Happy Valley is located on the hill overlooking Lower Iqaluit and the graveyard. It is a slightly older subdivision that is socially and economically diverse, as it includes co-op housing, public housing, as well as private homes. This neighbourhood has a friendly vibe (go figure) and people have told me that it is the neighbourhood that is most similar to smaller Nunavut communities. What makes it so “happy?” We aren’t sure. Elisapi Davidee-Aningmiuq was quoted on CBC radio as saying, “I remember years ago somebody just said where are you going. Happy Valley. And then it just became that name, like it, like with really no background.”

Tundra Valley

Map Colour: Dark Green
House Numbers: 2400s, 2500s

Tundra Valley can be found on the hill above Happy Valley. Once upon a time, it was referred to as “Bel Air” because it was the newest neighbourhood in town. With a slew of recent construction, however, the name does not seem to have stuck. Tundra Valley consists of brightly coloured detached homes that have some of the best bay views in town. Many of the houses offer quick access to the Apex Trail, which leads to – you guessed it – Apex.

Tundra Ridge

Map Colour: Light Blue
House Numbers: 2600s

Continuing our upward ascent, Tundra Ridge is located above Tundra Valley.

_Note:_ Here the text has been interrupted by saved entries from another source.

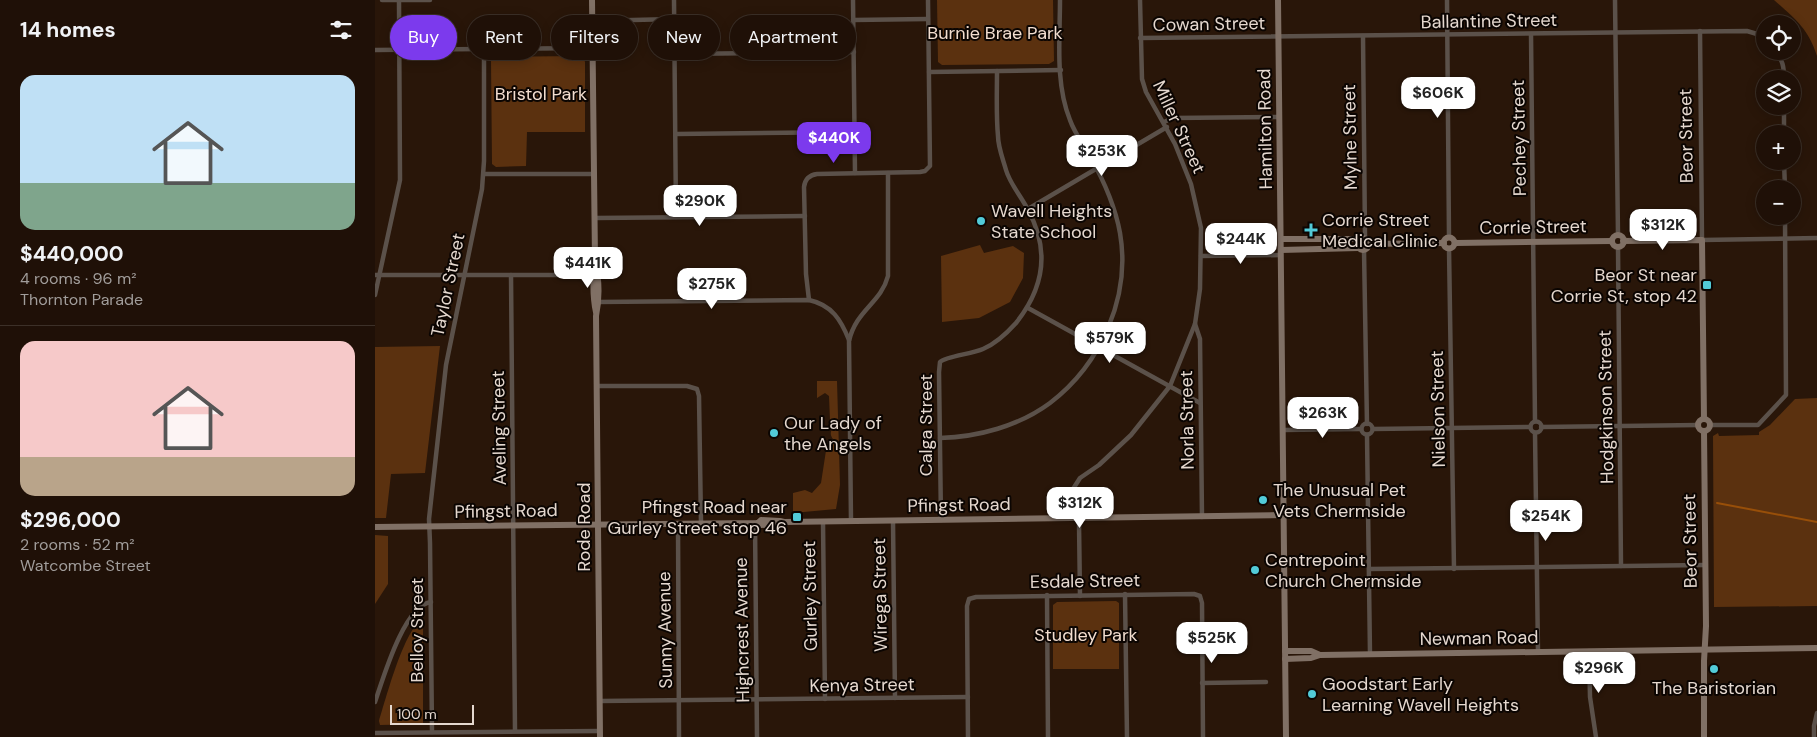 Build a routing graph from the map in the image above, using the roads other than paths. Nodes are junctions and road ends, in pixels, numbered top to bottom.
1 (382, 0) edge
2 (430, 0) edge
3 (592, 0) edge
4 (674, 0) edge
5 (853, 0) edge
6 (928, 0) edge
7 (1060, 0) edge
8 (1140, 0) edge
9 (1279, 0) edge
10 (1447, 0) edge
11 (1615, 0) edge
12 (399, 1) edge
13 (399, 15) edge
14 (592, 15) edge
15 (674, 15) edge
16 (853, 15) edge
17 (928, 19) junction
18 (856, 20) edge
19 (1699, 31) junction
20 (1615, 33) junction
21 (1531, 34) junction
22 (1756, 34) edge
23 (1447, 35) junction
24 (1363, 36) junction
25 (1279, 37) junction
26 (1140, 38) junction
27 (375, 50) edge
28 (390, 50) edge
29 (399, 60) edge
30 (484, 60) edge
31 (593, 60) edge
32 (675, 60) edge
33 (854, 60) edge
34 (1061, 70) junction
35 (997, 71) junction
36 (929, 72) junction
37 (1279, 117) junction
38 (1165, 125) junction
39 (854, 132) junction
40 (676, 134) junction
41 (1097, 168) junction
42 (855, 173) junction
43 (888, 173) junction
44 (484, 174) junction
45 (594, 174) junction
46 (1028, 209) junction
47 (805, 216) junction
48 (676, 217) junction
49 (595, 218) junction
50 (1785, 225) edge
51 (1617, 235) junction
52 (1449, 237) junction
53 (1362, 238) junction
54 (1817, 238) edge
55 (1281, 239) junction
56 (1785, 239) junction
57 (1702, 240) junction
58 (1612, 241) junction
59 (1623, 241) junction
60 (1533, 242) junction
61 (1444, 243) junction
62 (1455, 243) junction
63 (1370, 244) junction
64 (1618, 247) junction
65 (1449, 248) junction
66 (1361, 249) junction
67 (1281, 253) junction
68 (1201, 256) junction
69 (377, 275) edge
70 (463, 275) junction
71 (511, 275) junction
72 (596, 275) junction
73 (375, 295) edge
74 (809, 300) junction
75 (596, 302) junction
76 (1028, 308) junction
77 (1195, 324) junction
78 (849, 341) junction
79 (1099, 346) junction
80 (597, 386) junction
81 (1169, 386) junction
82 (1200, 403) junction
83 (1704, 419) junction
84 (1535, 422) junction
85 (1367, 424) junction
86 (1699, 425) junction
87 (1710, 425) junction
88 (1620, 426) junction
89 (1530, 427) junction
90 (1541, 427) junction
91 (1451, 428) junction
92 (1361, 429) junction
93 (1373, 429) junction
94 (1283, 430) junction
95 (1704, 431) junction
96 (1535, 433) junction
97 (1367, 435) junction
98 (939, 438) junction
99 (1284, 515) junction
100 (1202, 517) junction
101 (1077, 519) junction
102 (941, 520) junction
103 (851, 521) junction
104 (893, 521) junction
105 (823, 522) junction
106 (677, 523) junction
107 (701, 523) junction
108 (757, 523) junction
109 (599, 525) junction
110 (514, 526) junction
111 (375, 527) edge
112 (429, 527) junction
113 (1621, 566) junction
114 (1705, 566) junction
115 (1537, 568) junction
116 (1369, 569) junction
117 (1454, 569) junction
118 (1125, 594) junction
119 (1047, 595) junction
120 (1080, 596) junction
121 (431, 602) junction
122 (1817, 648) edge
123 (1705, 649) junction
124 (1285, 651) junction
125 (1589, 651) junction
126 (1538, 652) junction
127 (1370, 654) junction
128 (1321, 655) junction
129 (1285, 659) junction
130 (1266, 682) dead end
131 (1202, 683) junction
132 (968, 697) junction
133 (895, 698) junction
134 (825, 699) junction
135 (679, 700) junction
136 (757, 700) junction
137 (599, 701) junction
138 (375, 702) edge
139 (1817, 712) edge
140 (515, 731) junction
141 (432, 732) junction
142 (375, 733) edge
143 (600, 734) edge
144 (679, 737) edge
145 (757, 737) edge
146 (968, 737) edge
147 (1048, 737) edge
148 (1127, 737) edge
149 (1203, 737) edge
150 (1286, 737) edge
151 (1596, 737) edge
152 (1704, 737) edge
153 (1814, 737) edge

1 - 12 street
2 - 12 street
3 - 14 main road, Rode Road
4 - 15 street
5 - 16 street
6 - 17 street
7 - 34 street
8 - 26 street, Miller Street
9 - 25 main road, Hamilton Road
10 - 23 street
11 - 20 street
12 - 13 street
17 - 18 street
17 - 36 street
19 - 20 street, Ballantine Street
19 - 22 street, Ballantine Street
19 - 57 street, Beor Street
20 - 21 street, Ballantine Street
20 - 51 street
21 - 23 street, Ballantine Street
21 - 60 street, Pechey Street
23 - 24 street, Ballantine Street
23 - 52 street
24 - 25 street, Ballantine Street
24 - 53 street, Mylne Street
25 - 26 street, Cowan Street
25 - 37 main road, Hamilton Road
26 - 38 street, Miller Street
27 - 28 street
29 - 69 street
30 - 44 street, Taylor Street
31 - 45 main road, Rode Road
32 - 40 street
33 - 39 street
34 - 35 street
34 - 41 street
35 - 36 street
35 - 46 street
36 - 43 street
37 - 38 street
37 - 55 main road, Hamilton Road
38 - 41 street
38 - 68 street, Miller Street
39 - 40 street
39 - 42 street
40 - 48 street
41 - 46 street
41 - 79 street
42 - 43 street
42 - 47 street
43 - 78 street
44 - 45 street
44 - 70 street, Taylor Street
45 - 49 main road, Rode Road
46 - 76 street
47 - 48 street
47 - 74 street
48 - 49 street
49 - 72 main road, Rode Road
50 - 56 street
51 - 58 main road
51 - 59 main road
52 - 61 main road
52 - 62 main road
53 - 55 main road
53 - 63 main road
53 - 66 main road
54 - 56 street
55 - 67 main road, Hamilton Road
56 - 57 street
56 - 87 street
57 - 59 main road
57 - 83 main road, Beor Street
58 - 60 main road, Corrie Street
58 - 64 main road
59 - 64 main road
60 - 62 main road, Corrie Street
60 - 84 street, Pechey Street
61 - 63 main road
61 - 65 main road
62 - 65 main road
63 - 66 main road
64 - 88 street, Hodgkinson Street
65 - 91 street, Nielson Street
66 - 67 main road
66 - 85 street
67 - 68 street
67 - 94 main road, Hamilton Road
68 - 77 street, Miller Street
69 - 70 street
69 - 73 street
70 - 71 street
70 - 112 street, Taylor Street
71 - 72 street
71 - 110 street, Aveling Street
72 - 75 main road, Rode Road
74 - 75 street
74 - 78 street
75 - 80 main road, Rode Road
76 - 79 street
76 - 98 street, Calga Street
77 - 81 street, Miller Street
77 - 82 street, Norla Street
78 - 103 street
79 - 81 street
79 - 98 street
80 - 107 street
80 - 109 main road, Rode Road
81 - 82 street
81 - 101 street, Miller Street
82 - 100 street, Norla Street
83 - 86 main road
83 - 87 main road
84 - 89 street
84 - 90 street
85 - 92 street
85 - 93 street
86 - 88 street
86 - 95 main road
87 - 95 main road
88 - 90 street
88 - 113 street, Hodgkinson Street
89 - 91 street
89 - 96 street
90 - 96 street
91 - 93 street
91 - 117 street, Nielson Street
92 - 94 street
92 - 97 street
93 - 97 street
94 - 99 main road, Hamilton Road
95 - 114 main road, Beor Street
96 - 115 street
97 - 116 street
98 - 102 street, Calga Street
99 - 100 main road, Pfingst Road
99 - 124 main road, Hamilton Road
100 - 101 main road, Pfingst Road
101 - 102 main road, Pfingst Road
101 - 120 street
102 - 104 main road, Pfingst Road
103 - 104 main road, Pfingst Road
103 - 105 main road, Pfingst Road
104 - 133 street, Wirega Street
105 - 108 main road, Pfingst Road
105 - 134 street, Gurley Street
106 - 107 main road, Pfingst Road
106 - 109 main road, Pfingst Road
106 - 135 street, Sunny Avenue
107 - 108 main road, Pfingst Road
108 - 136 street, Highcrest Avenue
109 - 110 main road, Pfingst Road
109 - 137 main road, Rode Road
110 - 112 main road, Pfingst Road
110 - 140 street, Aveling Street
111 - 112 main road, Pfingst Road
112 - 121 street, Belloy Street
113 - 114 street
113 - 115 street
114 - 123 main road, Beor Street
115 - 117 street
115 - 126 street
116 - 117 street
116 - 127 street
118 - 120 street, Esdale Street
118 - 131 street, Esdale Street
118 - 148 street
119 - 120 street, Esdale Street
119 - 132 street, Esdale Street
119 - 147 street
121 - 138 street
121 - 141 street, Belloy Street
122 - 123 main road, Newman Road
123 - 125 main road, Newman Road
123 - 152 main road, Beor Street
124 - 128 main road, Newman Road
124 - 129 main road, Hamilton Road
125 - 126 main road, Newman Road
125 - 151 street
126 - 127 main road, Newman Road
127 - 128 main road, Newman Road
128 - 129 main road, Newman Road
129 - 150 main road, Hamilton Road
130 - 131 street
131 - 149 street
132 - 133 street, Kenya Street
132 - 146 street
133 - 134 street, Kenya Street
134 - 136 street, Kenya Street
135 - 136 street, Kenya Street
135 - 137 street, Kenya Street
135 - 144 street, Sunny Avenue
136 - 145 street, Highcrest Avenue
137 - 143 main road, Rode Road
139 - 153 street
140 - 141 street
140 - 143 street
141 - 142 street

This lofty neighbourhood reaches perhaps the highest elevation in Iqaluit. Can you imagine the views? Well, you don't have to. Because I took photos. Yes, Tundra Ridge is a great place to check out buena vistas including downtown, Happy Valley, and Tundra Valley, and Frobisher Bay.


Map Colour: Dark Blue
House Numbers: 2700s

Well, doesn’t this place sound fun?! Legoland is a funny little neighbourhood made up of tightly packed, brightly coloured, cookie-cutter townhouses. I read an article whereby the author suggested that “[Iqaluit] looked as if God had emptied his hand of Monopoly pieces.” I figured he must have been referring to Legoland, for I believe Monopoly pieces are perhaps a more apt descriptor than Lego blocks. But I digress. It remains a mystery where Legoland starts and ends. According to my research, some people consider it to include the houses along Coronation Street, while others include the aesthetically similar buildings that are geographically similar to Tundra Ridge.

Road to Nowhere

Map Colour: Purple
House Numbers: 4000s

Ah, the famed Road to Nowhere. Well, if we’re being literal it actually leads to a firing range, an abandoned “Site of Future Cemetery,” and some excellent hiking and swimming areas. But before you get that far, this newer subdivision includes single-family homes as well as very recently built multi-unit buildings. Last fall, the City of Iqaluit approved plans to develop another subdivision along the Road to Nowhere, so I’m going to have to update my map soon.


Map Colour: Pink
House numbers: 5000s

The Plateau is located on – get this – a plateau. Found above the airstrip and North 40 area of Iqaluit, the Plateau is considered to be the “newest and wealthiest” subdivision. Location dependent, this neighbourhood offers views of downtown, Old Res, and the tundra. Oh, and of course the Dumpcano. If you continue along the Plateau's main gravel road (please, City of Iqaluit, pave the damned thing), it includes its own version of a road to nowhere. Last winter, I walked along it for a good hour or so before getting scared of wild critters and frostbite and turned around; it literally goes nowhere. (Update: my investigative run this morning taught me that it leads to the quarry.)